Robert Bateman worked with Mattis in the Pentagon and grew to like and respect him. And Bateman has an interesting take on why Mattis even took this job. He certainly believes Mattis will hate the job, especially having to deal with all the civilian flaks Trump will force him to work with in the Department of Defense. But he believes that Mattis is living up to the code of his 40 years in the US Marine Corp. He is essentially doing everything in his power to protect those serving under him. Bateman believes that eventually Mattis will get to a point where he tells Trump some truths he is unprepared to accept. Says Bateman, "He [Mattis] knows that this will not end well, but he's doing it in order to preserve what he can of the military for the long-term, despite Trump. And he knows that he scares Trump. And so, he is essentially offering himself up as a shield. He knows his history, and he believes in civil control of the military. But in this case, and I suspect in only such a unique case as that of Trump, Mattis may have reached the conclusion that the nation's armed forces need protection from their own commander." That's a pretty sobering comment.

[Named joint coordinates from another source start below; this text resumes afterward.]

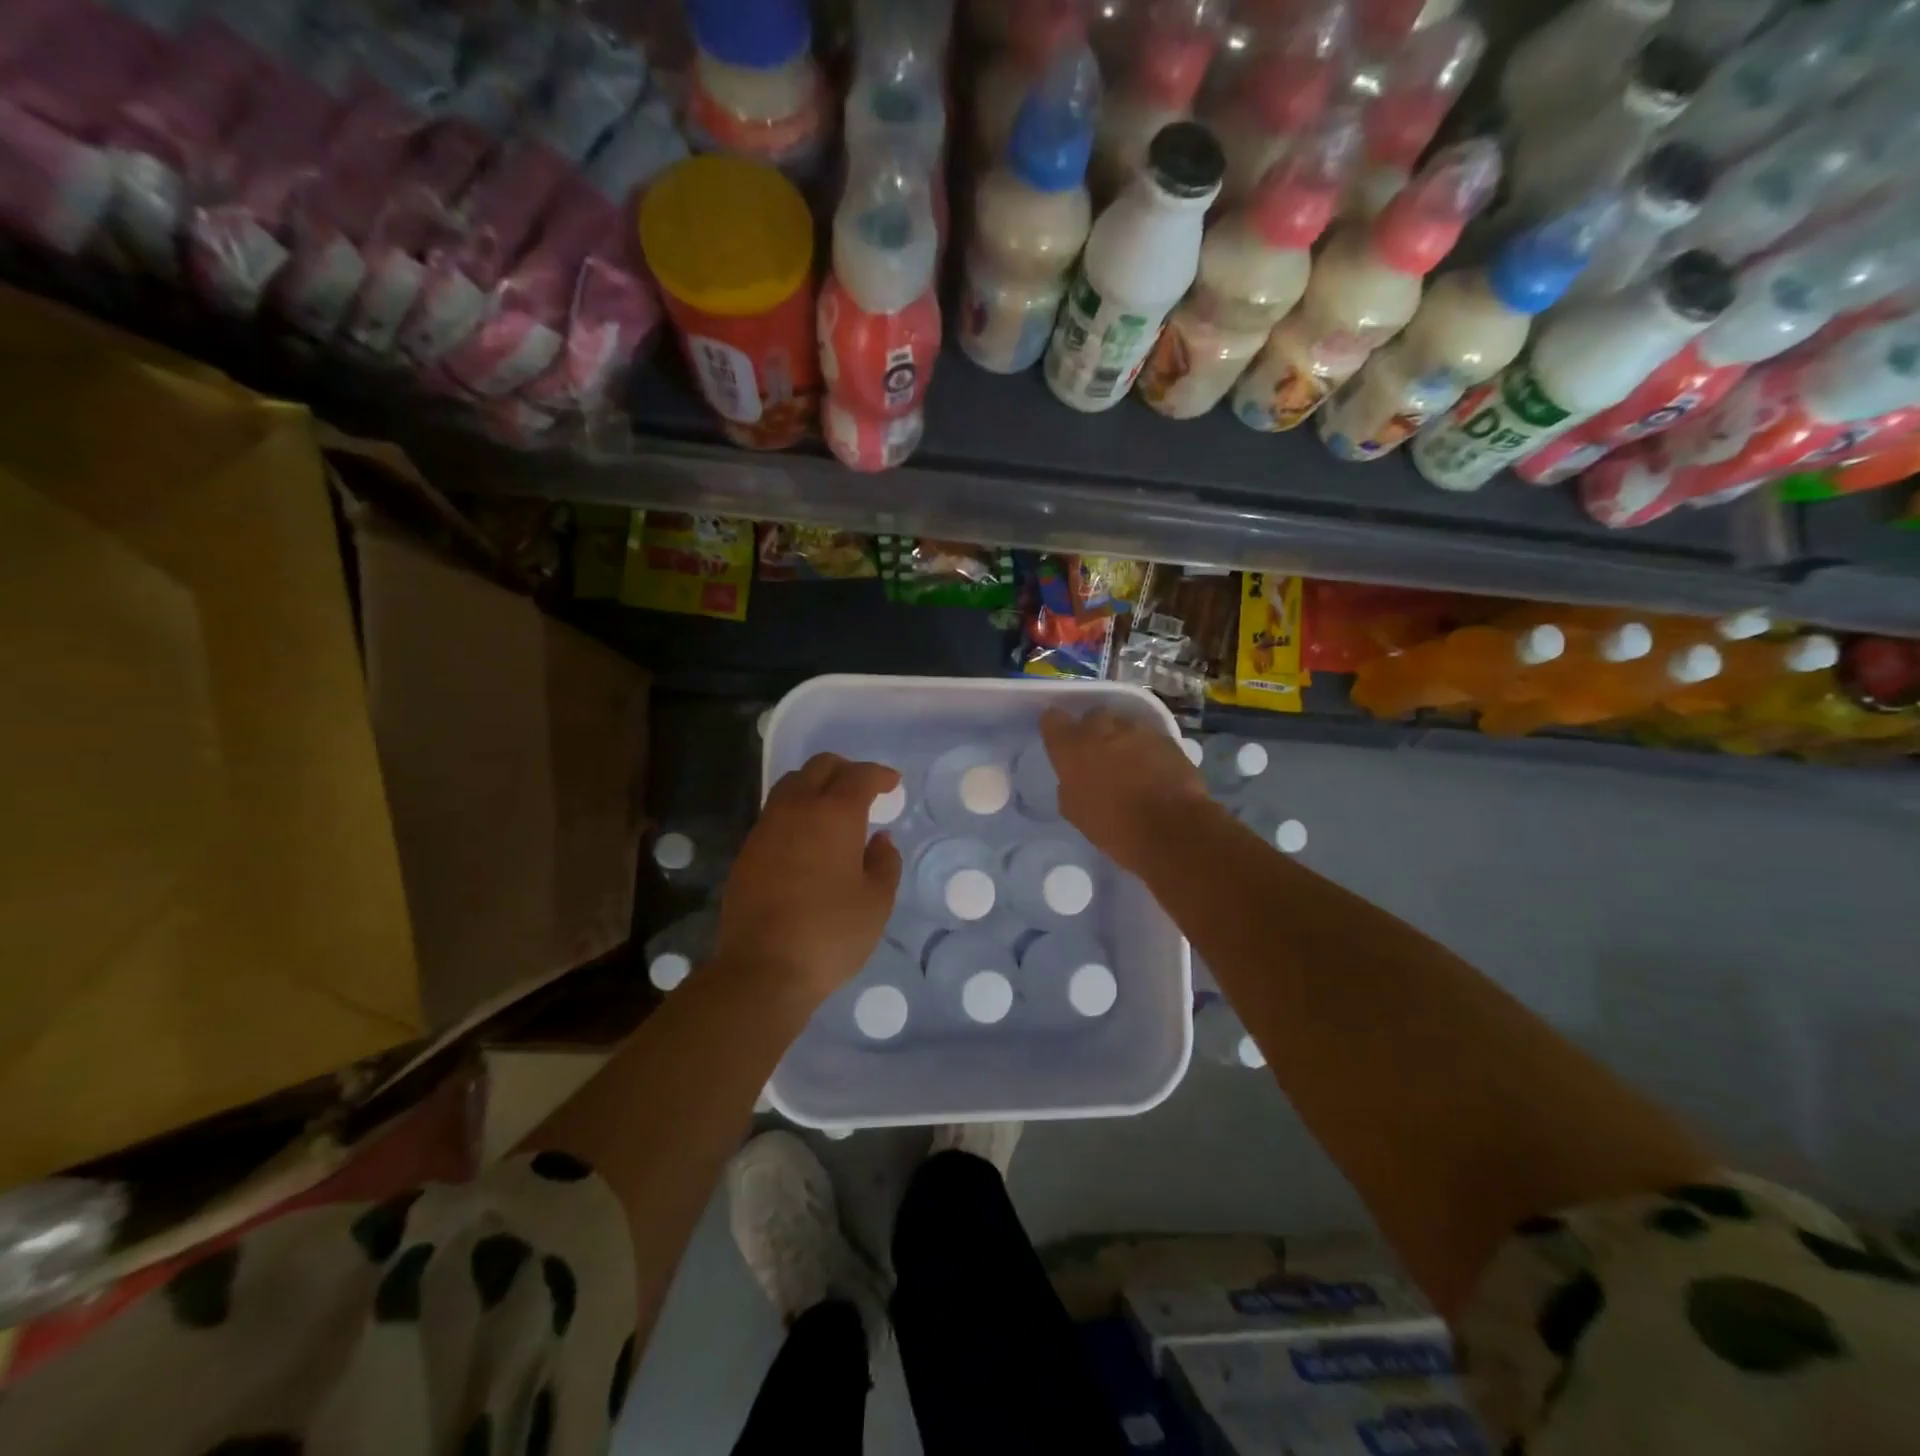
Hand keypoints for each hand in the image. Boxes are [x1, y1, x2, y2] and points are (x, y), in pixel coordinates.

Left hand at [713, 754, 902, 1008]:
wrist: (762, 969)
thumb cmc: (831, 933)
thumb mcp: (877, 901)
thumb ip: (884, 862)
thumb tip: (879, 840)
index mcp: (834, 814)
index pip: (859, 775)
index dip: (879, 775)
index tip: (892, 784)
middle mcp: (797, 809)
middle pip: (819, 767)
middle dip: (845, 770)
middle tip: (864, 790)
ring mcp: (766, 828)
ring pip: (791, 785)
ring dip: (816, 786)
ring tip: (833, 811)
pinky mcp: (747, 851)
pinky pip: (775, 813)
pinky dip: (796, 811)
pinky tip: (807, 839)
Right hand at [1041, 707, 1215, 874]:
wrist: (1170, 829)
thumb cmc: (1113, 826)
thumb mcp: (1075, 811)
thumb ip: (1070, 784)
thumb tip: (1075, 777)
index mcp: (1071, 747)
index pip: (1052, 719)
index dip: (1056, 729)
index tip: (1061, 742)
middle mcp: (1101, 728)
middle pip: (1091, 717)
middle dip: (1093, 732)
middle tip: (1098, 756)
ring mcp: (1136, 730)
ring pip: (1122, 725)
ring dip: (1122, 739)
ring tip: (1130, 764)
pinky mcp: (1166, 737)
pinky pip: (1149, 737)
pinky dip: (1147, 749)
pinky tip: (1153, 770)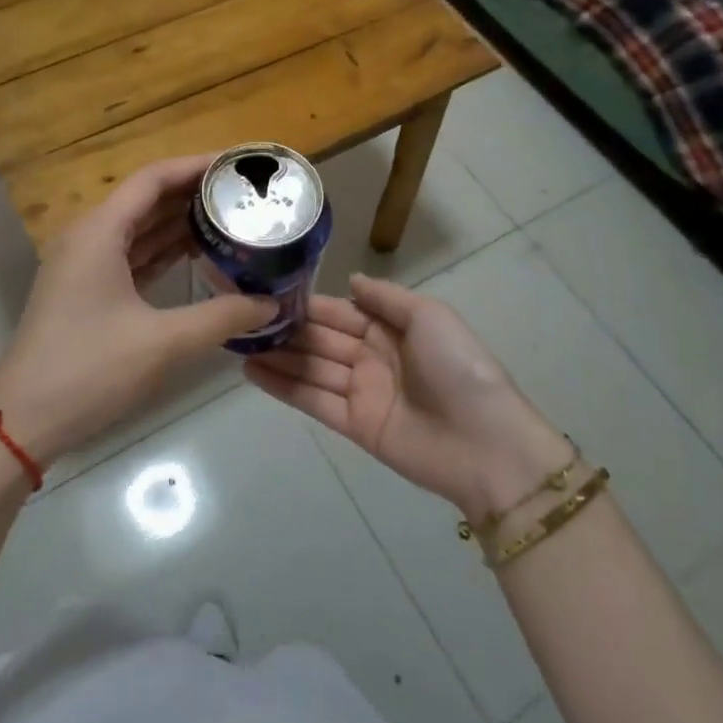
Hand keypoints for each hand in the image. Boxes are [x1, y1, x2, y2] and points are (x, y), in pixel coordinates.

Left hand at [0, 154, 274, 466]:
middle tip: (243, 194)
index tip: (237, 165)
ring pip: (138, 229)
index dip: (196, 166)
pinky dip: (163, 252)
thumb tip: (271, 304)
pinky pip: (131, 256)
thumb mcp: (163, 342)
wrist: (23, 421)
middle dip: (193, 193)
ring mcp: (84, 265)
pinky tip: (197, 256)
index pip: (153, 179)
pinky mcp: (86, 291)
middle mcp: (89, 238)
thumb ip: (222, 317)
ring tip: (230, 219)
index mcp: (99, 232)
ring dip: (179, 223)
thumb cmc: (89, 370)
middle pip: (146, 200)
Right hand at [245, 274, 573, 521]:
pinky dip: (283, 387)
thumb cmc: (458, 368)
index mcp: (391, 328)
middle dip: (286, 330)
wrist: (485, 443)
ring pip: (311, 368)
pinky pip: (313, 401)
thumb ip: (386, 297)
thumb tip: (350, 279)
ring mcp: (361, 392)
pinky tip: (252, 372)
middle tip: (242, 318)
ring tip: (237, 343)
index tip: (270, 292)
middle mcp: (372, 356)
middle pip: (321, 339)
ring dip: (277, 357)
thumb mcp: (429, 316)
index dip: (308, 304)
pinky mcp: (354, 425)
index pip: (340, 311)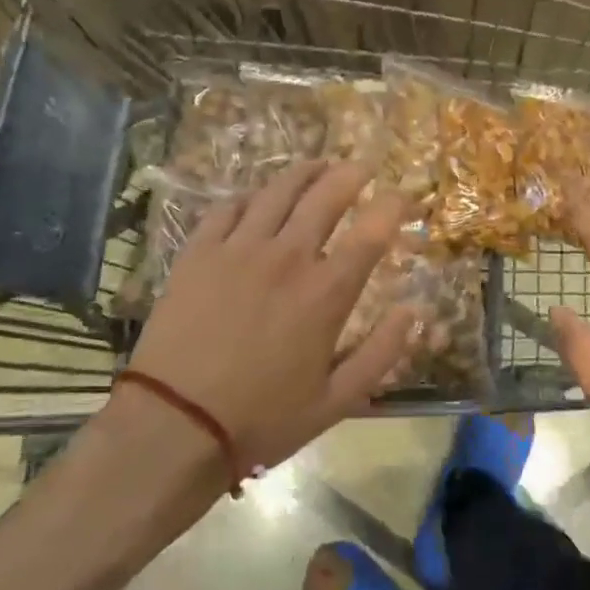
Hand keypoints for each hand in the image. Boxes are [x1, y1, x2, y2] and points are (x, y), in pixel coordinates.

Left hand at [121, 162, 413, 471]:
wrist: (174, 425)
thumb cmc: (262, 417)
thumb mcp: (337, 401)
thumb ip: (382, 352)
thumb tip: (415, 311)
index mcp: (326, 292)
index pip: (372, 230)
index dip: (394, 205)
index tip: (405, 196)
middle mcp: (287, 256)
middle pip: (326, 194)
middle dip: (351, 173)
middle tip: (363, 166)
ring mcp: (238, 248)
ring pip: (277, 190)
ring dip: (304, 172)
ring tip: (317, 164)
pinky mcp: (198, 252)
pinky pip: (228, 207)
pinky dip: (250, 197)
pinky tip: (256, 198)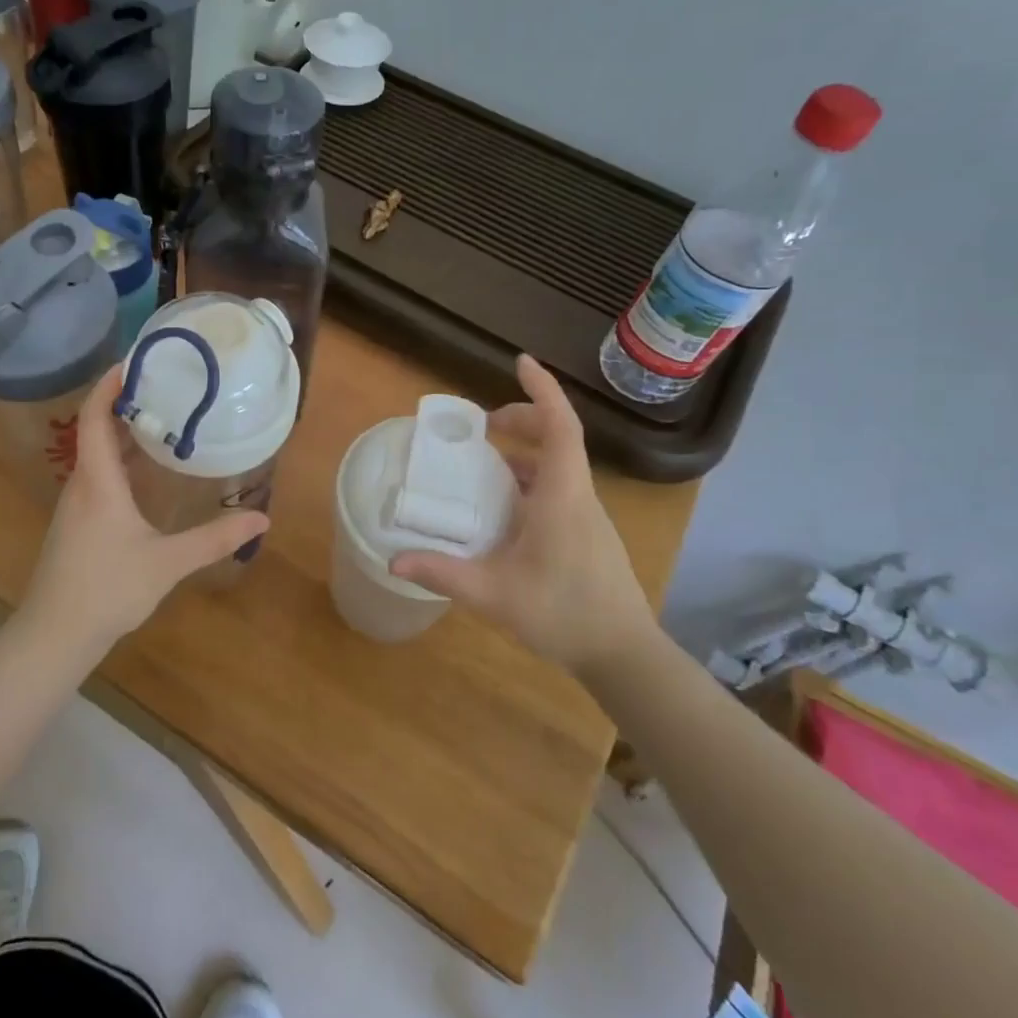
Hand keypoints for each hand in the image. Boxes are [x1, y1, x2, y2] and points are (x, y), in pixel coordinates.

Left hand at [18, 365, 270, 653]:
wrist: (54, 635)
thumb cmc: (107, 589)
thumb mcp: (167, 562)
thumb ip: (214, 539)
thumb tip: (262, 520)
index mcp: (97, 481)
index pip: (94, 417)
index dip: (108, 385)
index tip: (135, 360)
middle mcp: (81, 484)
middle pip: (94, 429)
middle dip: (124, 404)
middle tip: (165, 386)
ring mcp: (74, 506)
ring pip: (95, 455)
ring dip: (122, 433)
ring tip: (162, 421)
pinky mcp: (76, 525)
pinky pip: (97, 476)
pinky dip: (120, 461)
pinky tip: (146, 474)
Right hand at [390, 355, 658, 671]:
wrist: (624, 655)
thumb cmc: (564, 614)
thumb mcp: (494, 594)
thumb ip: (443, 573)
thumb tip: (394, 558)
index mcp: (562, 495)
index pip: (559, 426)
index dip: (542, 390)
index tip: (521, 362)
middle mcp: (578, 496)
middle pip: (558, 439)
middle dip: (524, 418)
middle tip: (484, 425)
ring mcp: (586, 516)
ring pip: (559, 465)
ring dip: (526, 451)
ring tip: (486, 461)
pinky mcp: (586, 535)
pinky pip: (558, 489)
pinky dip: (530, 479)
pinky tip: (504, 507)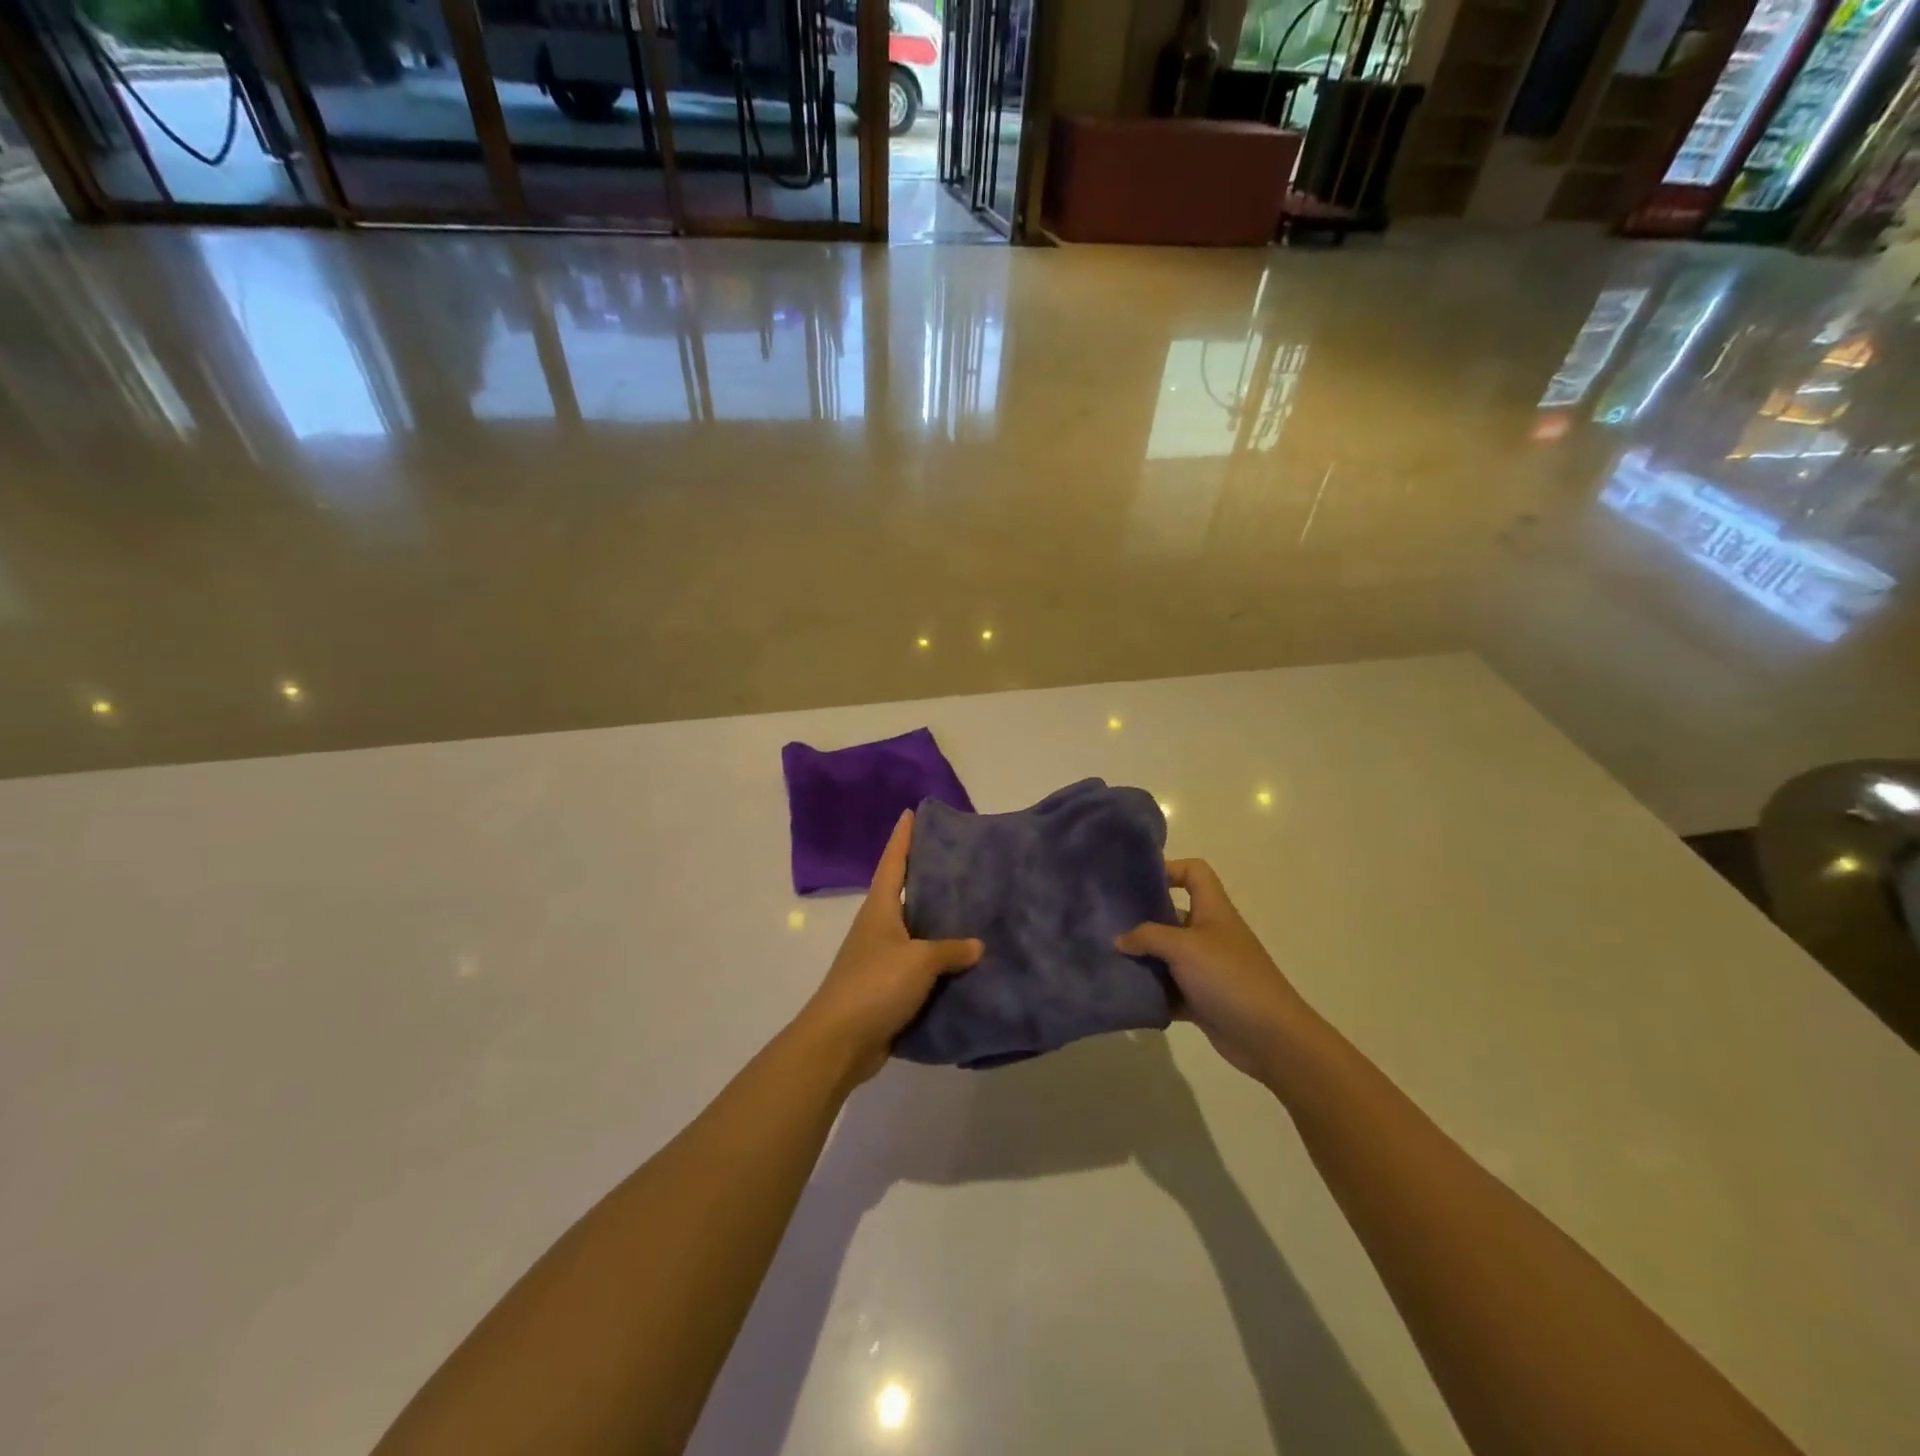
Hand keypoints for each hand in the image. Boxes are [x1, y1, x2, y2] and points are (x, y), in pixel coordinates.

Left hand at [796, 810, 982, 1083]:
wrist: (840, 1041)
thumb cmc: (875, 985)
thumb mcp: (919, 960)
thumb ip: (950, 950)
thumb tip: (978, 945)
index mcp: (880, 909)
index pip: (893, 862)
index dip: (903, 838)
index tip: (912, 812)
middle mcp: (879, 927)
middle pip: (905, 893)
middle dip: (928, 877)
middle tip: (961, 862)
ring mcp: (881, 958)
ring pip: (915, 932)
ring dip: (938, 923)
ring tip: (972, 910)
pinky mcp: (887, 988)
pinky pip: (919, 967)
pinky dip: (939, 962)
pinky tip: (964, 963)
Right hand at [1114, 859, 1305, 1084]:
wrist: (1270, 1037)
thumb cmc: (1229, 977)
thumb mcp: (1184, 947)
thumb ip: (1147, 937)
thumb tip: (1119, 940)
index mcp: (1212, 910)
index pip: (1194, 872)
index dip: (1169, 868)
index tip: (1136, 882)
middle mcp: (1209, 934)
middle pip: (1171, 914)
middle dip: (1141, 918)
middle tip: (1106, 923)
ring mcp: (1205, 968)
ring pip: (1166, 955)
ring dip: (1142, 959)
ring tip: (1107, 959)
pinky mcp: (1200, 999)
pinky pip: (1168, 989)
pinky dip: (1151, 991)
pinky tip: (1125, 993)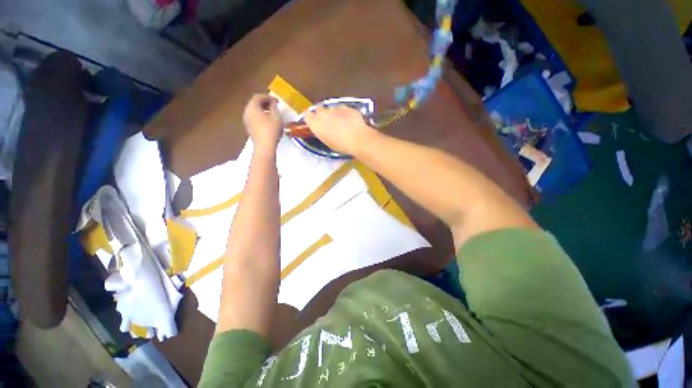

That leads us to New York Senator Kirsten Gillibrand's decision to stand on the principle of civilian control of the military. In order to served as SECDEF, Mattis will need a waiver from Congress in order to hold that post, as military personnel are now currently barred from serving in that role for seven years after they leave military service. Mattis only retired three years ago. Gillibrand has stated, "While I deeply respect General Mattis’s service, I will oppose a waiver. Civilian control of our military is a fundamental principle of American democracy, and I will not vote for an exception to this rule." Gillibrand currently sits on the Armed Services committee. With the GOP in control of the Senate, cabinet secretaries will have no problem getting confirmed as those positions are not subject to the filibuster. The waiver for Mattis, on the other hand, is subject to a filibuster, meaning united opposition from Democrats could derail his nomination.

While I respect and understand Gillibrand's concern about Trump and the Republicans once again destroying another governing norm, especially one as important as civilian control of the military, Democrats should be leery about blocking the waiver for Mattis and therefore his nomination. Mattis appears to be someone who has relatively sane viewpoints about the use of American military might. He is a man who it appears Trump listens to and perhaps even fears a little. And he will certainly be willing to speak truth to Trump, whatever the consequences for his own career. America will need as many of these kinds of people near Trump as we can possibly get. And you can be sure that someone far worse will be nominated if Mattis does not get the job. Hopefully, Gillibrand is staking out this early position of opposition in an attempt to get some clarity or even concessions from Mattis on supporting the recent changes in makeup of the military and especially on getting military leaders to combat sexual assault in the services. Gillibrand has been leading that cause for years and her bill to move sexual assault prosecutions to military lawyers failed earlier this year.

Chuck Schumer has been notably silent on Mattis, which leads me to believe he will not be supporting a filibuster. Democrats will have plenty of need to use the filibuster early and often during the Trump administration and civilian control of the military is an important principle to enforce. But, in this case, discretion may be the better part of valor for Democrats.